Vio los rostros, en aquel instante, igual que los había visto tantas veces con anterioridad, moviéndose en lenta procesión en los ojos de su mente. Kalig, rey de las Islas Meridionales, su padre. Imogen, la reina, su madre. Su hermano Kirra, que habría sido rey cuando le hubiera llegado el momento. Y también otros: guerreros, cazadores, sirvientes, todos los que habían muerto junto a su señor en Carn Caille. Una triste procesión de fantasmas.

Y entonces, como ya sabía que iba a suceder, apareció otra figura: los oscuros ojos atormentados, los negros cabellos lacios por el sudor, la energía de su cuerpo destrozada y retorcida por el dolor. Sintió un nudo en su interior e intentó gritar contra aquella visión y desviar la mirada. Pero no pudo. E involuntariamente sus labios formaron un nombre.

—¿Fenran...?

Su prometido la miró a los ojos, una vez, y había tanto anhelo en su expresión que índigo sintió cómo sus propios ojos, en su sueño, se llenaban de lágrimas. Sólo faltaba un mes para que contrajeran matrimonio cuando lo perdió. Ahora haría mucho tiempo que estarían casados, y serían felices, si no...

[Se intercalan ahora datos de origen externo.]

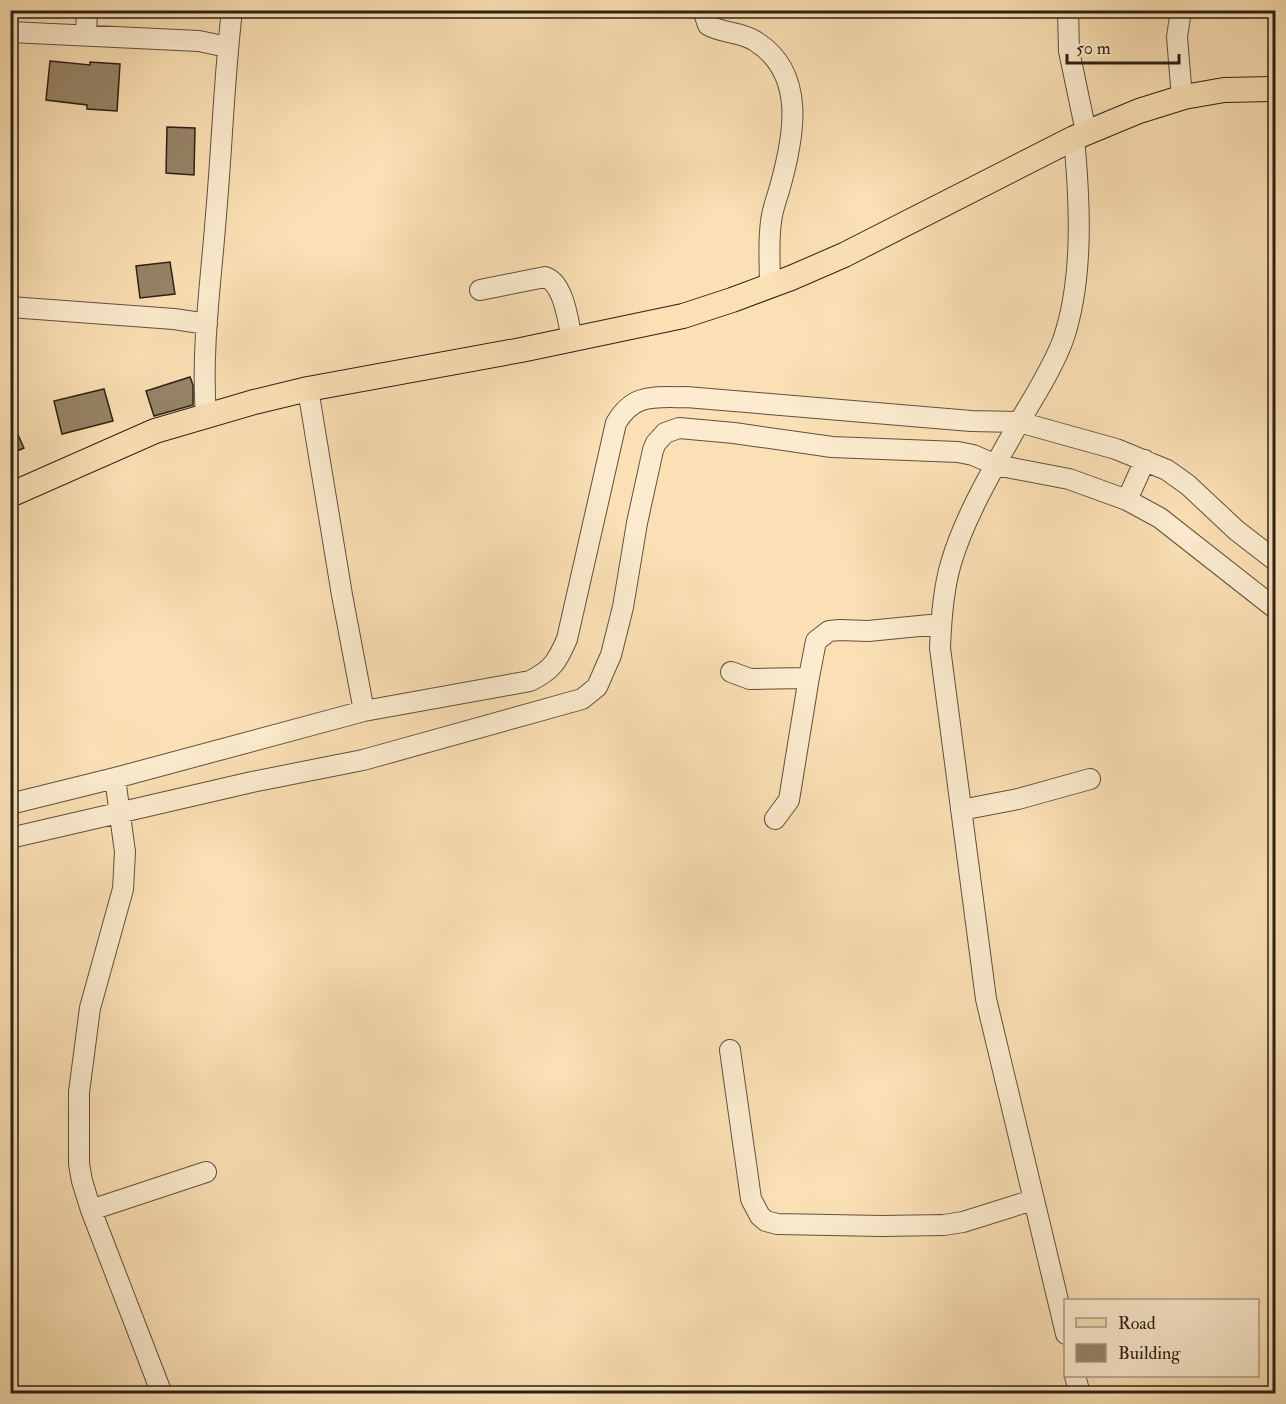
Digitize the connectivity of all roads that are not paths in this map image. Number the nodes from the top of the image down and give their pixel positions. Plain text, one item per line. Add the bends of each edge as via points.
1 (87, 10) edge
2 (232, 10) edge
3 (703, 10) edge
4 (1068, 10) edge
5 (1181, 10) edge
6 (10, 32) edge
7 (86, 35) junction
8 (227, 47) junction
9 (1275, 89) edge
10 (1182, 98) junction
11 (1080, 135) junction
12 (770, 286) junction
13 (480, 290) dead end
14 (10, 307) edge
15 (207, 324) junction
16 (572, 339) junction
17 (308, 389) junction
18 (206, 416) junction
19 (1018, 425) junction
20 (998, 461) junction
21 (1143, 465) junction
22 (10, 495) edge
23 (1128, 497) junction
24 (1275, 561) edge
25 (1275, 609) edge
26 (940, 624) junction
27 (731, 672) dead end
28 (809, 677) junction
29 (364, 711) junction
30 (1090, 779) dead end
31 (116, 782) junction
32 (10, 804) edge
33 (118, 810) junction
34 (961, 810) junction
35 (775, 819) dead end
36 (10, 838) edge
37 (730, 1050) dead end
38 (206, 1172) dead end
39 (1034, 1200) junction
40 (91, 1210) junction
41 (1064, 1330) edge
42 (1076, 1377) edge
43 (162, 1394) edge
44 (1080, 1394) edge

1 - 7 street
2 - 8 street
3 - 12 street via 708,25 754,40 768,51 778,62 792,95 793,123 771,221
4 - 11 street
5 - 10 street via 1177,37
6 - 7 street
7 - 8 street via 199,41
8 - 15 street
9 - 10 main road via 1224,90
10 - 11 main road
11 - 12 main road via 854,250
11 - 19 street via 1073,299 1054,363
12 - 16 main road via 682,316
13 - 16 street via 551,279 560,290
14 - 15 street
15 - 18 street via 203,369
16 - 17 main road
17 - 18 main road
17 - 29 street
18 - 22 main road via 155,431
19 - 20 street
19 - 21 street via 1116,450
19 - 29 street via 687,397 633,402 616,423 567,639 548,672 530,681
20 - 23 street
20 - 26 street via 960,536 950,565
20 - 33 street via 958,452 832,447 672,429 653,450 611,655 597,687 582,699 363,760
21 - 23 street
21 - 24 street via 1167,470 1188,485
23 - 25 street
26 - 28 street via 829,631 816,641
26 - 34 street
27 - 28 street via 750,679
28 - 35 street via 789,800
29 - 31 street
30 - 34 street
31 - 32 street
31 - 33 street
33 - 36 street
33 - 40 street via 125,852 123,889 90,1008 79,1092 79,1164
34 - 39 street via 986,999
37 - 39 street via 751,1199 766,1221 944,1225
38 - 40 street
39 - 41 street
40 - 43 street
42 - 44 street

Extendió la mano, como si buscara algo que no estaba allí; y sus manos se cerraron en el vacío mientras Fenran se desvanecía y desaparecía.

—No. —Apenas podía articular palabra; aunque la pesadilla le resultaba familiar, nunca había conseguido acostumbrarse a ella—. No, por favor...

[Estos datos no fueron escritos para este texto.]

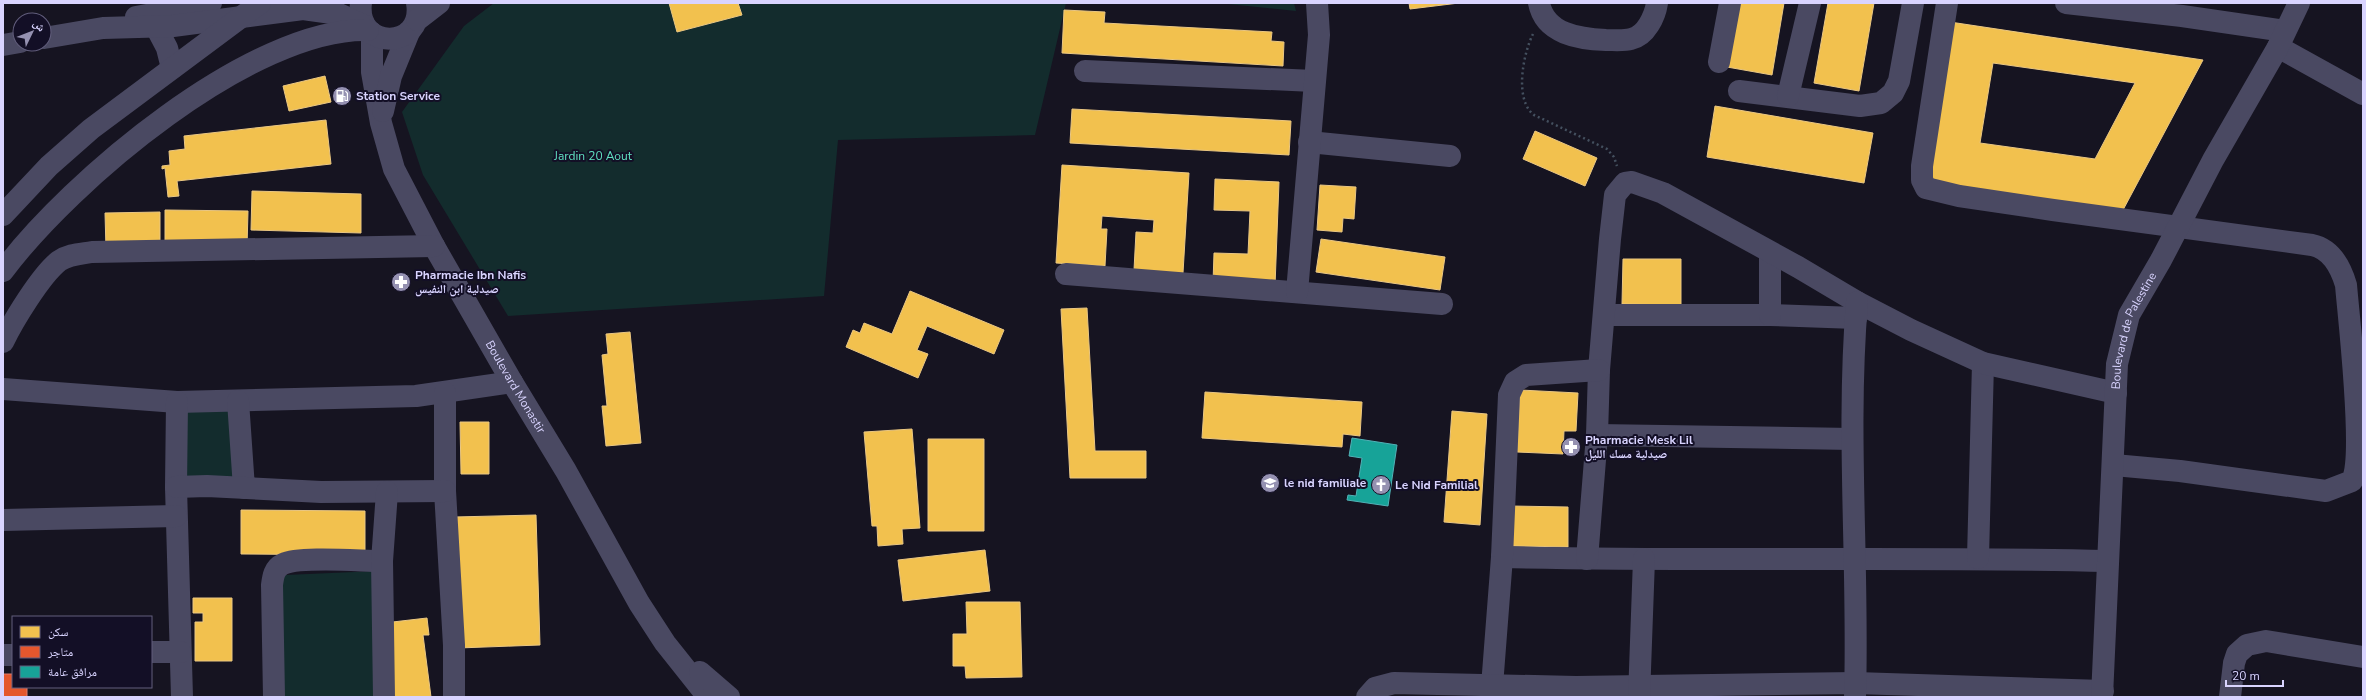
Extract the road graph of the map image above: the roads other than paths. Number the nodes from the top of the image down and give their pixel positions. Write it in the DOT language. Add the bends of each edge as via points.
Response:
graph roads {
  1 [pos="211,3"];
  2 [pos="260,3"];
  3 [pos="361,3"];
  4 [pos="439,3"];
  5 [pos="1317,3"];
  6 [pos="1657,3"];
  7 [pos="1730,3"];
  8 [pos="1810,3"];
  9 [pos="1913,3"];
  10 [pos="1947,3"];
  11 [pos="2066,3"];
  12 [pos="2299,3"];
  13 [pos="1542,11"];
  14 [pos="239,18"];
  15 [pos="414,18"];
  16 [pos="156,27"];
  17 [pos="103,28"];
  18 [pos="369,30"];
  19 [pos="52,37"];
  20 [pos="2281,39"];
  21 [pos="1719,62"];
  22 [pos="172,68"];
  23 [pos="1086,71"];
  24 [pos="1314,81"];
  25 [pos="1739,91"];
  26 [pos="2363,94"];
  27 [pos="1788,96"];
  28 [pos="381,122"];
  29 [pos="1309,142"];
  30 [pos="1450,156"];
  31 [pos="3,215"];
  32 [pos="2178,227"];
  33 [pos="434,246"];
  34 [pos="1770,253"];
  35 [pos="3,271"];
  36 [pos="1066,274"];
  37 [pos="1297,292"];
  38 [pos="1442,304"];
  39 [pos="1857,310"];
  40 [pos="1770,315"];
  41 [pos="1605,316"];
  42 [pos="3,342"];
  43 [pos="1983,363"];
  44 [pos="1599,370"];
  45 [pos="512,382"];
  46 [pos="3,389"];
  47 [pos="445,393"];
  48 [pos="2116,393"];
  49 [pos="238,401"];
  50 [pos="177,402"];
  51 [pos="1597,435"];
  52 [pos="1852,439"];
  53 [pos="2114,465"];
  54 [pos="176,487"];
  55 [pos="244,488"];
  56 [pos="445,491"];
  57 [pos="387,492"];
  58 [pos="176,516"];
  59 [pos="3,520"];
  60 [pos="1502,557"];
  61 [pos="1856,558"];
  62 [pos="1978,558"];
  63 [pos="1587,559"];
  64 [pos="1644,559"];
  65 [pos="382,561"];
  66 [pos="2108,561"];
  67 [pos="665,643"];
  68 [pos="152,652"];
  69 [pos="180,652"];
  70 [pos="2363,658"];
  71 [pos="1492,686"];
  72 [pos="1856,690"];
  73 [pos="1639,692"];
  74 [pos="2102,694"];
  75 [pos="182,697"];
  76 [pos="274,697"];
  77 [pos="384,697"];
  78 [pos="454,697"];
  79 [pos="708,697"];
  80 [pos="729,697"];
  81 [pos="1367,697"];
  82 [pos="2230,697"];
  1 -- 17 [label="street" via="129,18"];
  2 -- 14 [label="street"];
  3 -- 18 [label="street, Boulevard Monastir" via="362,19"];
  4 -- 15 [label="street"];
  5 -- 24 [label="street" via="1319,35"];
  6 -- 13 [label="street" via="1654,16 1640,34 1632,39 1583,39 1569,35"];
  7 -- 21 [label="street"];
  8 -- 27 [label="street"];
  9 -- 27 [label="street" via="1899,81 1893,93 1887,98 1876,104 1860,106"];
  10 -- 32 [label="street" via="1922,166 1922,180 1926,188 1959,196"];
  11 -- 20 [label="street" via="2182,16"];
  12 -- 20 [label="street, Boulevard de Palestine"];
  14 -- 16 [label="street"];
  14 -- 18 [label="street" via="302,9 339,14"];
  14 -- 22 [label="street"];
  15 -- 18 [label="street" via="401,37 381,38"];
  15 -- 28 [label="street, Boulevard Monastir" via="391,76"];
  16 -- 17 [label="street"];
  16 -- 22 [label="street" via="167,48"];
  17 -- 19 [label="street"];
  18 -- 28 [label="street, Boulevard Monastir" via="372,72"];
  18 -- 35 [label="street" via="335,31 303,40 235,72 189,100 82,186"];
  20 -- 26 [label="street"];
  20 -- 32 [label="street, Boulevard de Palestine"];
  22 -- 31 [label="street" via="91,129 49,166"];
  23 -- 24 [label="street"];
  24 -- 29 [label="street"];
  25 -- 27 [label="street"];
  28 -- 33 [label="street, Boulevard Monastir" via="394,169"];
  29 -- 30 [label="street"];
  29 -- 37 [label="street"];
  32 -- 48 [label="street, Boulevard de Palestine" via="2129,315 2117,364"];
  32 -- 53 [label="street" via="2321,247 2342,271 2346,285 2355,407 2355,475 2346,485 2326,491 2180,471"];
  33 -- 42 [label="street" via="73,254 51,269"];
  33 -- 45 [label="street, Boulevard Monastir"];
  34 -- 39 [label="street"];
  34 -- 40 [label="street"];
  34 -- 41 [label="street" via="1649,187 1632,182 1625,183 1615,195"];
  36 -- 37 [label="street"];
  37 -- 38 [label="street"];
  39 -- 40 [label="street"];
  39 -- 43 [label="street" via="1911,330"];
  39 -- 52 [label="street"];
  40 -- 41 [label="street"];
  41 -- 44 [label="street"];
  43 -- 48 [label="street"];
  43 -- 62 [label="street"];
  44 -- 51 [label="street"];
  44 -- 60 [label="street" via="1534,373 1515,382 1508,402"];
  45 -- 47 [label="street"];
  45 -- 67 [label="street, Boulevard Monastir" via="566,471 639,603"];
  46 -- 50 [label="street"];
  47 -- 49 [label="street"];
  47 -- 56 [label="street"];
  48 -- 53 [label="street, Boulevard de Palestine"];
  49 -- 50 [label="street"];
  49 -- 55 [label="street"];
  50 -- 54 [label="street"];
  51 -- 52 [label="street"];
  51 -- 63 [label="street"];
  52 -- 61 [label="street"];
  53 -- 66 [label="street, Boulevard de Palestine"];
  54 -- 55 [label="street"];
  54 -- 58 [label="street"];
  55 -- 57 [label="street"];
  56 -- 57 [label="street"];
  56 -- 78 [label="street" via="454,644"];
  57 -- 65 [label="street"];
  58 -- 59 [label="street"];
  58 -- 69 [label="street"];
  60 -- 63 [label="street"];
  60 -- 71 [label="street"];
  61 -- 62 [label="street"];
  61 -- 64 [label="street"];
  61 -- 72 [label="street"];
  62 -- 66 [label="street"];
  63 -- 64 [label="street"];
  64 -- 73 [label="street"];
  65 -- 76 [label="street" via="302,561 284,563 274,573"];
  65 -- 77 [label="street"];
  66 -- 74 [label="street, Boulevard de Palestine"];
  67 -- 79 [label="street, Boulevard Monastir"];
  67 -- 80 [label="street, Boulevard Monastir"];
  68 -- 69 [label="street"];
  69 -- 75 [label="street"];
  70 -- 82 [label="street" via="2266,641 2247,645 2237,654 2234,663"];
  71 -- 73 [label="street"];
  71 -- 81 [label="street" via="1394,683 1375,688"];
  72 -- 73 [label="street"];
  72 -- 74 [label="street"];
}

Así debe ser, criatura. Hasta que los siete demonios que liberaste de la Torre de los Pesares no hayan sido destruidos, tu amor no puede quedar libre. Ya sabes que forma parte de tu carga y de tu maldición.

Volvió la cabeza. Odiaba la voz que le hablaba, la voz del resplandeciente emisario de la Madre Tierra, aunque sabía perfectamente que ningún poder en el mundo podría negar la veracidad de sus palabras.

Cuando lo hayas conseguido, índigo. Cuando los demonios hayan dejado de existir. Entonces conocerás la paz.

Sintió cómo las lágrimas se agolpaban en sus ojos, cómo la garganta le ardía y le producía una sensación de ahogo.

—¿Hasta cuándo? ¿Gran Madre, hasta cuándo?

Todo el tiempo que sea necesario. Cinco años. Diez. Cien. Mil. Hasta que se haya concluido.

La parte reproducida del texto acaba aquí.